I think college is the biggest scam in America. I graduated with a STEM degree, a good GPA and extensive prestigious internship experience and it didn't help me land a good job at all. There was minimal advising at my school, and the career counselors were stupidly optimistic in any case. I didn't care about any of those stupid clubs or activities or any of that crap -- I can do that on my own for much less than what it would cost me at college. All I was basically paying for was a name on a piece of paper. I never would have gone to my college if my mom didn't force me to go.


----------



## Fleetfoot (May 9, 2011)

Wow. I'm amazed that some of the debt numbers you have you consider to be overwhelming. 

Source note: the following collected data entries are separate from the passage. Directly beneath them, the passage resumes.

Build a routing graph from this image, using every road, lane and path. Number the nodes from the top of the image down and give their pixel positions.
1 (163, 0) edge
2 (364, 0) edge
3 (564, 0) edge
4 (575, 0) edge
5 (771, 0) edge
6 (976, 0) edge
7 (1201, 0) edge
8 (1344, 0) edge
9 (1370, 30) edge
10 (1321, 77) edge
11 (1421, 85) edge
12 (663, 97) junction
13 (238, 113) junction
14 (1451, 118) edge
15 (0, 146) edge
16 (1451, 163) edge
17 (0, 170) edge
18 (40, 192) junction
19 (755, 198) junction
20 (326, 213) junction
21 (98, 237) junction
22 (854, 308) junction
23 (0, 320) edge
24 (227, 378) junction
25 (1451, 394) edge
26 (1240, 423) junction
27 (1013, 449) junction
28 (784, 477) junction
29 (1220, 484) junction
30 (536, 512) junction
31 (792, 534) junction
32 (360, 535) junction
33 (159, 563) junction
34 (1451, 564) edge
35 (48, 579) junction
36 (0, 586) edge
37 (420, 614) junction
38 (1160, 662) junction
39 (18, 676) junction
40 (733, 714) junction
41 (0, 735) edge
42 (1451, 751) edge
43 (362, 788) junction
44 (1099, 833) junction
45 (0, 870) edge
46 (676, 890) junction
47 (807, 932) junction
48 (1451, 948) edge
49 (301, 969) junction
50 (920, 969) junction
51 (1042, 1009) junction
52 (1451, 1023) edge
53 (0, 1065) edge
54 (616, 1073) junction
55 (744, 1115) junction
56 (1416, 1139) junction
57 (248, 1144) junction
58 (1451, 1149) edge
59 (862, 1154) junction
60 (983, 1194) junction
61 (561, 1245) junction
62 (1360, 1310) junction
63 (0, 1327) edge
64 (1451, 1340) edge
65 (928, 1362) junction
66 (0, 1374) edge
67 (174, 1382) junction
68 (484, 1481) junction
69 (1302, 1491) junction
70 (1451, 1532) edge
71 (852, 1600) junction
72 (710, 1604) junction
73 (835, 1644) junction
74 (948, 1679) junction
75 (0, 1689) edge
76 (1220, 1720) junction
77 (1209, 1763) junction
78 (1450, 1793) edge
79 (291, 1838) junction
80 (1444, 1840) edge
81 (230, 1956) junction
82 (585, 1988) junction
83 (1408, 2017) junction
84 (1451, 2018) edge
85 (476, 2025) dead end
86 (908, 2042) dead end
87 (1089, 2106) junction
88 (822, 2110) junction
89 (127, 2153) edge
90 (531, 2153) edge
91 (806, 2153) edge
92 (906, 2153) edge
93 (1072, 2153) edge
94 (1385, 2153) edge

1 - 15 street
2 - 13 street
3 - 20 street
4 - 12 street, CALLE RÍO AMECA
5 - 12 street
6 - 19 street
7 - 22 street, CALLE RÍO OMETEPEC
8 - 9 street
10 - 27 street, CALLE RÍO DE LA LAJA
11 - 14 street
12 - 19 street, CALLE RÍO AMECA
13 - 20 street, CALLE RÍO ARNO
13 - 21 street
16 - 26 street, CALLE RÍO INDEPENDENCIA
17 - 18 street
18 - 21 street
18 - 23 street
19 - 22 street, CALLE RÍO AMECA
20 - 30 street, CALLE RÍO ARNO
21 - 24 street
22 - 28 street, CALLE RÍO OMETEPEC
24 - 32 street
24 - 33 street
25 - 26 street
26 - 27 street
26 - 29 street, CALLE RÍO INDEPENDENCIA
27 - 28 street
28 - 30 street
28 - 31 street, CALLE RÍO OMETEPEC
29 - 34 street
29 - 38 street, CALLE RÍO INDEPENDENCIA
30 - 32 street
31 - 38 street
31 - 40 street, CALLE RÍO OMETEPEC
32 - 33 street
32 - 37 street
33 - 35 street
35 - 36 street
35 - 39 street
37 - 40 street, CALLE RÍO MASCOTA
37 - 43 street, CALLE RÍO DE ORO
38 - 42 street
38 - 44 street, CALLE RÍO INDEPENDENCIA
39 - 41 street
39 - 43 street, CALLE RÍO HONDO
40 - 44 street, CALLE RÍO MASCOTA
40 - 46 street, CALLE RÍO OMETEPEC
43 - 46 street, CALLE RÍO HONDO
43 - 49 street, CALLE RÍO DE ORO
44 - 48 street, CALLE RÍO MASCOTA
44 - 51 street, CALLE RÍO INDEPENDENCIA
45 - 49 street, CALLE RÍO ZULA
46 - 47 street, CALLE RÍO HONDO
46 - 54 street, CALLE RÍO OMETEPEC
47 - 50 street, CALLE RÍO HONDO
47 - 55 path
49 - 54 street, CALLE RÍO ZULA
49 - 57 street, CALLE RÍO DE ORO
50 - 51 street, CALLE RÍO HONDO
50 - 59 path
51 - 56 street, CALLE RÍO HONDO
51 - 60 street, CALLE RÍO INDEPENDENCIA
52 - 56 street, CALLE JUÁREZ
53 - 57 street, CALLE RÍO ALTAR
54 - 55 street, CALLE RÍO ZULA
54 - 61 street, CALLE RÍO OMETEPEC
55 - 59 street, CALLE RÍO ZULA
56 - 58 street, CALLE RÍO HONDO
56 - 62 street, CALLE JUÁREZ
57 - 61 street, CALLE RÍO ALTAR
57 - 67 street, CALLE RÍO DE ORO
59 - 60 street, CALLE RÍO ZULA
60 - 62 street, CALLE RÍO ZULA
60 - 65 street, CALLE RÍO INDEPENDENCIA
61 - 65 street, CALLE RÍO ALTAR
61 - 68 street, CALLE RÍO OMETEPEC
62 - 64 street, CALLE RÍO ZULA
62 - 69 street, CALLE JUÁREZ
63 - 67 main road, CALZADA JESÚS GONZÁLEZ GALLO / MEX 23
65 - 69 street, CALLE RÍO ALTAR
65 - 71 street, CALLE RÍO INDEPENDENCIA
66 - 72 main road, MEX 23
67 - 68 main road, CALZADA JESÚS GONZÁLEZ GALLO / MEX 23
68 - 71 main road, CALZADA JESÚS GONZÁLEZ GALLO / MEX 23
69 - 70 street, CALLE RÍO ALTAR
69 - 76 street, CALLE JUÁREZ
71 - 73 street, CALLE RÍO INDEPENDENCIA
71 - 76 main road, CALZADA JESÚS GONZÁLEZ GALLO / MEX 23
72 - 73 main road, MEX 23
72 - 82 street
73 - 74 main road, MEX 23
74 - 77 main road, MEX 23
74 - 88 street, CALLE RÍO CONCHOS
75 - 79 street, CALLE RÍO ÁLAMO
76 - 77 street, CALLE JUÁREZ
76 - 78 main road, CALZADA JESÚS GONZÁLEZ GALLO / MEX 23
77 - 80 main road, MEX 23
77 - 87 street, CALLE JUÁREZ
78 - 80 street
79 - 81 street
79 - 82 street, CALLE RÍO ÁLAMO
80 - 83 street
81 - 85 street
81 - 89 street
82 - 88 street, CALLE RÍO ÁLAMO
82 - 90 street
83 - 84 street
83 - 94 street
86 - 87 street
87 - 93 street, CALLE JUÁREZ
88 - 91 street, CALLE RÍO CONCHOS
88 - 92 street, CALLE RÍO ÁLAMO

I'm in 30k of debt once I graduate, which is nothing compared to most of my peers. I've been praised by them now for being financially wise, when before they sort of snickered and wondered why I would be going to a school this cheap when I have the potential to go somewhere "great". Well, that's why I didn't go somewhere great, so I would be in great debt like them. 

I don't necessarily think that's bad though. I'd rather have no debt. But within the next ten years I'm thinking something is going to be done about college debt here since its becoming such a major issue, so I'll just pay the minimum until then.


I've also been trying to see it another way, in terms of job happiness and overall pay. If I never attended college, and decided to work hard and move up ranks from the bottom of a retail job, I could be making a decent amount of money, but it would never be something I enjoy doing. Now, with my degree, I can start out at the same amount as a retail manager and have a lot of opportunities to increase my salary every year doing something that I enjoy doing more. If I have to pay 150 a month in order to do that, then that's perfectly fine with me. Because once the payment is done and I receive the paycheck, I still have more money doing what I enjoy doing rather than working hard for four to five years earning less. 

I also really did enjoy most of my college experience, and have learned a lot from it as well...much more than working could possibly do for me. I don't regret my second choice in college, but if I could redo the first choice (which will forever remain to be the biggest regret of my life) I would in a heartbeat. I've never been so disdainful of wealthy entitled young adult hipsters who look down on everyone that isn't them.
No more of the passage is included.